__TASK OBJECTIVE__:
How many lines of the listing below contain "KAUSHIK"? State the number alone.

__RECORDED DATA__:

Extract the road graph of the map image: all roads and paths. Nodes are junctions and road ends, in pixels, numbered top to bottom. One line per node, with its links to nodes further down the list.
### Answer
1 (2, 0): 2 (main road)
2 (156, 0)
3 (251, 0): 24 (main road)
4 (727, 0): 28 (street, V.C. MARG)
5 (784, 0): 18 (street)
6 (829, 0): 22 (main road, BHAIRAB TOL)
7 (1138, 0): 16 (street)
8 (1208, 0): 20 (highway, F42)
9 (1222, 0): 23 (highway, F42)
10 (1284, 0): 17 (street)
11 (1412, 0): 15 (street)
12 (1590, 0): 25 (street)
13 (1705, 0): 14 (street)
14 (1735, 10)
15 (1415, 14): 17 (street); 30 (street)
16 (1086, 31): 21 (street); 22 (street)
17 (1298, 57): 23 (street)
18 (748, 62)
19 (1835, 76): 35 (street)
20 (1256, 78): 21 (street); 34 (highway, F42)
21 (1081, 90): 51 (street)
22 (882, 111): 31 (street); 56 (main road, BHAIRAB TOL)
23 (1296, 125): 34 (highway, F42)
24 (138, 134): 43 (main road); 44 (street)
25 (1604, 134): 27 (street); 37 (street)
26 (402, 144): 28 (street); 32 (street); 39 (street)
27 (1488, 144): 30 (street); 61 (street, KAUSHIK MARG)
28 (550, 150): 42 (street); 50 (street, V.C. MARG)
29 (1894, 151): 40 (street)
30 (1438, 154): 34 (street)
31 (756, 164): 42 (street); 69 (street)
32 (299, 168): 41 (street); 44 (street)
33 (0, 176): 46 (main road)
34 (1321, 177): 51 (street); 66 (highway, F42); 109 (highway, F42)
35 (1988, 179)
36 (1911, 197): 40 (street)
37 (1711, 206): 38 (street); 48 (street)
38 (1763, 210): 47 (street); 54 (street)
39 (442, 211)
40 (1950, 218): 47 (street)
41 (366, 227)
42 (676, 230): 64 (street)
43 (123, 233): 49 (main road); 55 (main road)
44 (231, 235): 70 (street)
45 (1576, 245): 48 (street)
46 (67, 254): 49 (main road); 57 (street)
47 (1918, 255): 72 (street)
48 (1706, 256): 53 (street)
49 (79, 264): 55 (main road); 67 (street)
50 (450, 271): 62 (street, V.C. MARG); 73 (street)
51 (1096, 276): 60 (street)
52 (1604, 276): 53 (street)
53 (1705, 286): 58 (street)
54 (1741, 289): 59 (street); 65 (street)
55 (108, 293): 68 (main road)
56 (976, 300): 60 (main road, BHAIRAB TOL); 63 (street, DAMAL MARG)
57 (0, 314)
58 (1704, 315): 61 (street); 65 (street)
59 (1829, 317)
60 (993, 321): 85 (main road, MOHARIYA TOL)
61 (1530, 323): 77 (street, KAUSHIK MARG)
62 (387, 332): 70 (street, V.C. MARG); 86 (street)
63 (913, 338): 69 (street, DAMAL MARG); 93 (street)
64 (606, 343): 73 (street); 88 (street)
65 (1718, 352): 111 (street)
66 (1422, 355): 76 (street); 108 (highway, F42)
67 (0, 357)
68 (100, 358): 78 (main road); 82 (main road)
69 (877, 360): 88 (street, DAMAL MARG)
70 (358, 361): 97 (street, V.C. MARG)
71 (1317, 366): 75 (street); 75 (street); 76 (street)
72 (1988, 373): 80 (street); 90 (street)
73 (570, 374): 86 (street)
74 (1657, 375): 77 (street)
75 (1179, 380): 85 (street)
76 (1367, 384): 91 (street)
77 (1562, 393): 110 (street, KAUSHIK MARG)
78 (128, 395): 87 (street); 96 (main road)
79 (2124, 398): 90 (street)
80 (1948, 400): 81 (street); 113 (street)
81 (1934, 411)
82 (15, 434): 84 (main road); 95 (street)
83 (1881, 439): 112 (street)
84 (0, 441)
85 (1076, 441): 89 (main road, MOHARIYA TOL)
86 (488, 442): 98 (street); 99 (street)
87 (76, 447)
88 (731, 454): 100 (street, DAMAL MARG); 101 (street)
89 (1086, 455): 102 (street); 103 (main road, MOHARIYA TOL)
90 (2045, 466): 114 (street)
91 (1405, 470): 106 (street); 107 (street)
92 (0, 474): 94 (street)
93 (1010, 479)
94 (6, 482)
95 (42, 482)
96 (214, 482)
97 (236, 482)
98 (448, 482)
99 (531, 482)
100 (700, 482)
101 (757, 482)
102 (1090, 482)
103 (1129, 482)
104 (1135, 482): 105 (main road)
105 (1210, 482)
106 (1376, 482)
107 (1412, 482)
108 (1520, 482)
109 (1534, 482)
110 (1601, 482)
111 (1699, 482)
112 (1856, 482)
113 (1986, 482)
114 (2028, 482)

__EXERCISE ANSWER__:
3